No prior Spring or enterprise framework experience required - this guide starts from zero.

Learning Objectives

By the end of this tutorial, you will be able to:

  1. Install Java Development Kit (JDK 17 or later)
  2. Create a Spring Boot project using Spring Initializr
  3. Understand Maven and Gradle build tools
  4. Run your first Spring Boot application
  5. Access a REST API endpoint in your browser

Java Development Kit Installation

Spring Boot 3.x requires Java 17 or later (Java 21 recommended).

Verify Existing Java Installation

Check if Java is already installed:

java -version

If you see output like this with version 17+, Java is installed:

openjdk version "17.0.9" 2023-10-17

Required: Java 17 or later (Java 21 recommended for latest features)

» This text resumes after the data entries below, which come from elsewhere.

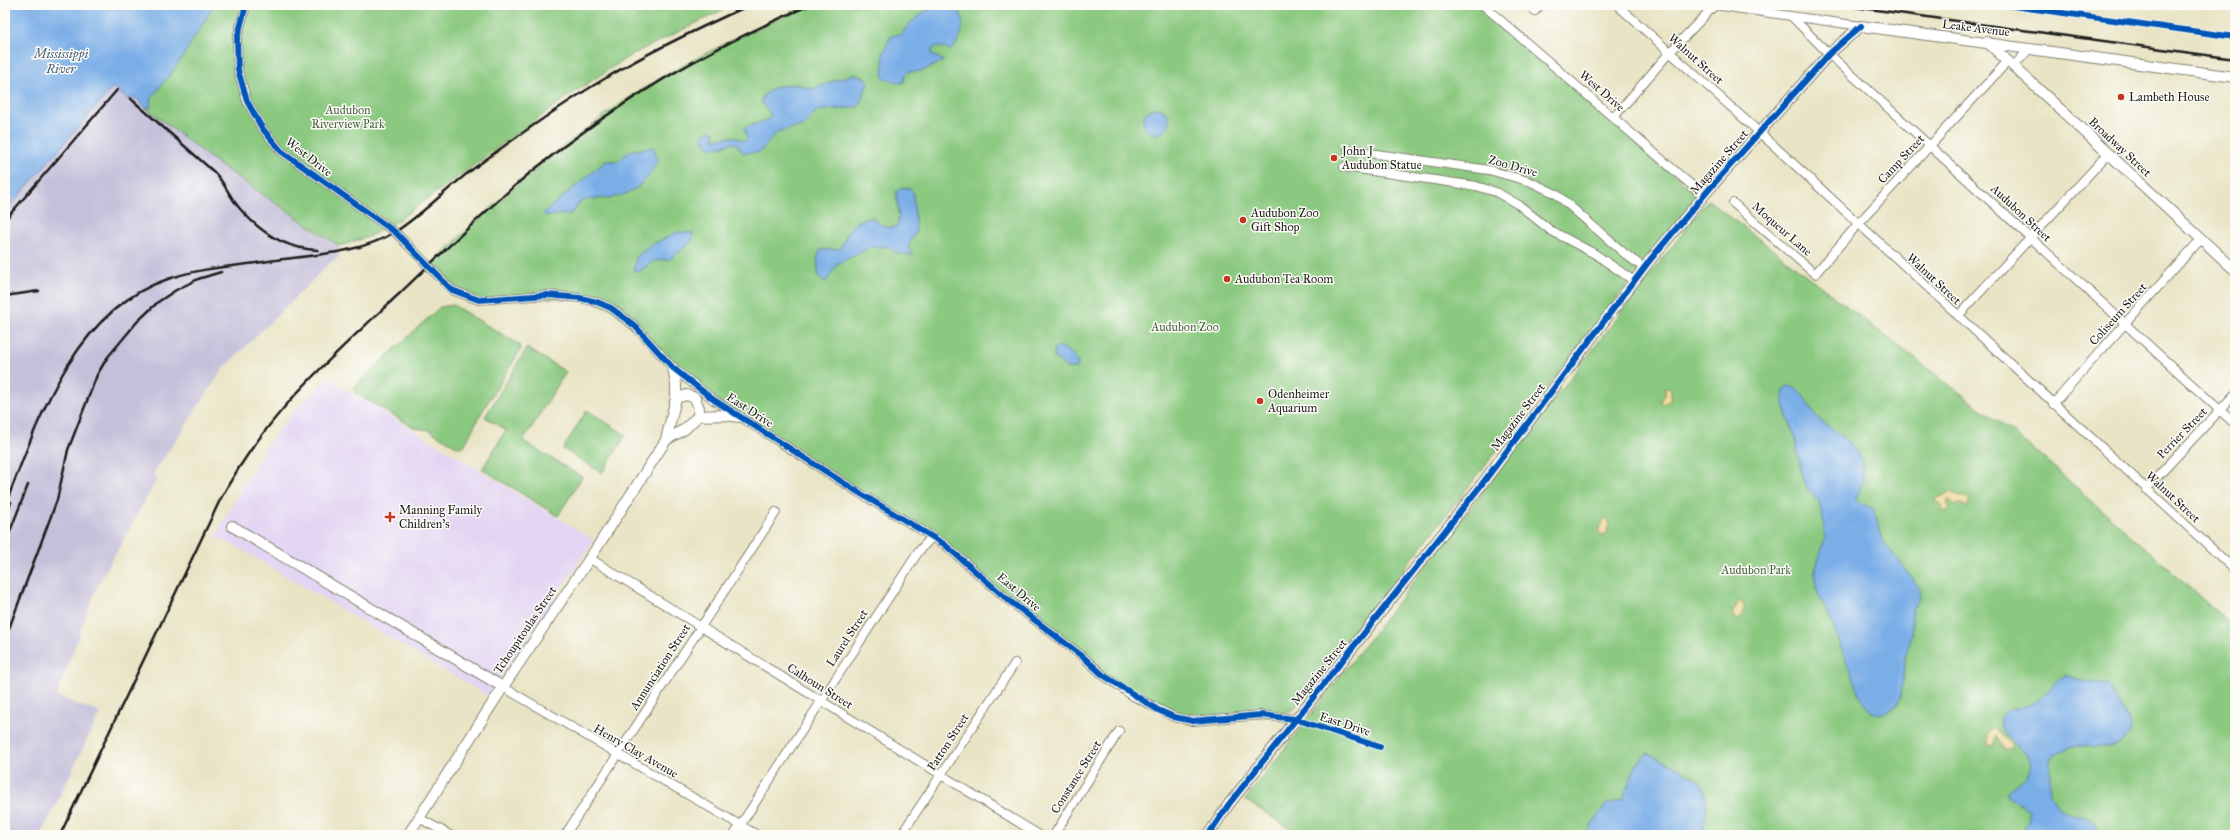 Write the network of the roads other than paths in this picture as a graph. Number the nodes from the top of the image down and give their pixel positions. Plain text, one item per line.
1 (246, 5) edge
2 (1483, 5) edge
3 (1617, 5) edge
4 (1715, 5) edge
5 (1793, 18) junction
6 (1861, 26) junction
7 (1987, 42) junction
8 (2030, 48) junction
9 (1670, 52) junction
10 (1829, 54) junction
11 (2010, 64) junction
12 (2235, 77) edge
13 (1614, 117) junction
14 (1759, 132) junction
15 (1930, 145) junction
16 (1348, 150) dead end
17 (2108, 154) junction
18 (1344, 167) dead end
19 (1704, 196) junction
20 (1733, 203) dead end
21 (1858, 224) junction
22 (2030, 238) junction
23 (2201, 239) junction
24 (1644, 268) junction
25 (2235, 270) edge
26 (1815, 274) joint
27 (1634, 281) junction
28 (1958, 316) junction
29 (2125, 325) junction
30 (673, 368) junction
31 (2235, 394) edge
32 (676, 398) junction
33 (2053, 404) junction
34 (2220, 411) junction
35 (698, 416) junction
36 (740, 417) junction
37 (2235, 424) edge
38 (666, 440) junction
39 (2146, 489) junction
40 (776, 512) dead end
41 (232, 526) dead end
42 (932, 537) junction
43 (590, 558) junction
44 (2235, 570) edge
45 (700, 626) junction
46 (1015, 663) dead end
47 (503, 687) junction
48 (820, 700) junction
49 (1295, 719) junction
50 (1119, 731) dead end
51 (618, 755) junction
52 (941, 775) junction
53 (419, 818) junction
54 (740, 825) junction
55 (408, 835) edge
56 (450, 835) edge
57 (565, 835) edge
58 (734, 835) edge
59 (757, 835) edge
60 (901, 835) edge
61 (1039, 835) edge
62 (1054, 835) edge
63 (1208, 835) edge

1 - 30 street, West Drive
2 - 13 street, West Drive
3 - 9 street, Walnut Street
4 - 5 street, Leake Avenue
4 - 9 street
5 - 6 street, Leake Avenue
5 - 10 street, Audubon Street
6 - 7 street, Leake Avenue
6 - 10 street, Magazine Street
7 - 8 street, Leake Avenue
7 - 11 street, Broadway Street
8 - 11 street, Camp Street
8 - 12 street, Leake Avenue
9 - 13 street
9 - 14 street, Walnut Street
10 - 14 street, Magazine Street
10 - 15 street, Audubon Street
11 - 15 street, Camp Street
11 - 17 street, Broadway Street
13 - 19 street, West Drive
14 - 19 street, Magazine Street
14 - 21 street, Walnut Street
15 - 21 street, Camp Street
15 - 22 street, Audubon Street
16 - 24 street, Zoo Drive
17 - 22 street
17 - 23 street, Broadway Street
18 - 27 street
19 - 24 street, Magazine Street
20 - 26 street, Moqueur Lane
21 - 26 street, Camp Street
21 - 28 street, Walnut Street
22 - 28 street
22 - 29 street, Audubon Street
23 - 25 street, Broadway Street
23 - 29 street, Coliseum Street
24 - 27 street, Magazine Street
27 - 49 street, Magazine Street
28 - 33 street, Walnut Street
29 - 33 street, Coliseum Street
29 - 34 street, Audubon Street
30 - 32 street, Tchoupitoulas Street
30 - 36 street, East Drive
31 - 34 street, Perrier Street
32 - 35 street
32 - 38 street, Tchoupitoulas Street
33 - 39 street, Walnut Street
34 - 37 street, Audubon Street
34 - 39 street, Perrier Street
35 - 36 street
35 - 38 street, Tchoupitoulas Street
36 - 42 street, East Drive
38 - 43 street, Tchoupitoulas Street
39 - 44 street, Walnut Street
40 - 45 street, Annunciation Street
41 - 47 street
42 - 48 street, Laurel Street
42 - 49 street, East Drive
43 - 45 street, Calhoun Street
43 - 47 street, Tchoupitoulas Street
45 - 48 street, Calhoun Street
45 - 51 street, Annunciation Street
46 - 52 street, Patton Street
47 - 51 street, Henry Clay Avenue
47 - 53 street, Tchoupitoulas Street
48 - 52 street, Calhoun Street
48 - 54 street, Laurel Street
49 - 63 street, Magazine Street
50 - 62 street, Constance Street
51 - 54 street, Henry Clay Avenue
51 - 57 street, Annunciation Street
52 - 60 street, Patton Street
52 - 61 street, Calhoun Street
53 - 55 street, Tchoupitoulas Street
53 - 56 street
54 - 58 street, Laurel Street
54 - 59 street, Henry Clay Avenue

If Java not installed or version below 17, continue to installation steps.

Windows Java Installation

Step 1: Download JDK

Visit Adoptium (Eclipse Temurin):

  1. Go to https://adoptium.net/temurin/releases/
  2. Select Java Version: 21 (LTS)
  3. Select Operating System: Windows
  4. Select Architecture: x64 (or ARM for ARM Windows)
  5. Download .msi installer

Step 2: Install JDK

  1. Double-click downloaded .msi file
  2. Follow installer wizard:
    • Click Next through introduction
    • Keep default installation path
    • IMPORTANT: Select “Set JAVA_HOME variable” option
    • IMPORTANT: Select “Add to PATH” option
    • Click Install
  3. Click Finish

Step 3: Verify Installation

Open new Command Prompt or PowerShell:

java -version
javac -version

Expected output:

openjdk version "21.0.1" 2023-10-17 LTS
javac 21.0.1

Verify JAVA_HOME:

echo %JAVA_HOME%

Should output: C:\Program Files\Eclipse Adoptium\jdk-21.0.1+12

Troubleshooting Windows:

  • If java not found, restart Command Prompt to load new PATH
  • Manually set JAVA_HOME in System Environment Variables if installer didn’t
  • Ensure JDK bin directory in PATH: %JAVA_HOME%\bin

macOS Java Installation

Step 1: Install via Homebrew (Recommended)

brew install openjdk@21

Step 2: Create Symlink

sudo ln -sfn /usr/local/opt/openjdk@21/libexec/openjdk.jdk /Library/Java/JavaVirtualMachines/openjdk-21.jdk

Step 3: Set JAVA_HOME

Add to ~/.zshrc or ~/.bash_profile:

export JAVA_HOME=$(/usr/libexec/java_home -v 21)
export PATH="$JAVA_HOME/bin:$PATH"

Reload shell:

source ~/.zshrc  # or source ~/.bash_profile

Step 4: Verify Installation

java -version
javac -version
echo $JAVA_HOME

Expected output shows Java 21.

Alternative: Download from Adoptium

  1. Visit https://adoptium.net/temurin/releases/
  2. Download .pkg for macOS
  3. Install and follow verification steps above

Troubleshooting macOS:

  • If multiple Java versions exist, use /usr/libexec/java_home -V to list
  • Select specific version: export JAVA_HOME=$(/usr/libexec/java_home -v 21)

Linux Java Installation

Ubuntu/Debian:

sudo apt update
sudo apt install openjdk-21-jdk

Fedora/RHEL/CentOS:

sudo dnf install java-21-openjdk-devel

Arch Linux:

sudo pacman -S jdk-openjdk

Verify Installation:

java -version
javac -version

Expected output:

openjdk version "21.0.1" 2023-10-17 LTS
javac 21.0.1

Set JAVA_HOME:

Add to ~/.bashrc or ~/.zshrc:

export JAVA_HOME=/usr/lib/jvm/java-21-openjdk-amd64  # Ubuntu/Debian
export JAVA_HOME=/usr/lib/jvm/java-21-openjdk  # Fedora/Arch
export PATH="$JAVA_HOME/bin:$PATH"

Reload shell:

source ~/.bashrc  # or source ~/.zshrc

Troubleshooting Linux:

  • Find Java installation: sudo update-alternatives --config java (Ubuntu/Debian)
  • JAVA_HOME path varies by distribution - check actual installation

Create Spring Boot Project with Spring Initializr

Spring Initializr generates pre-configured Spring Boot projects.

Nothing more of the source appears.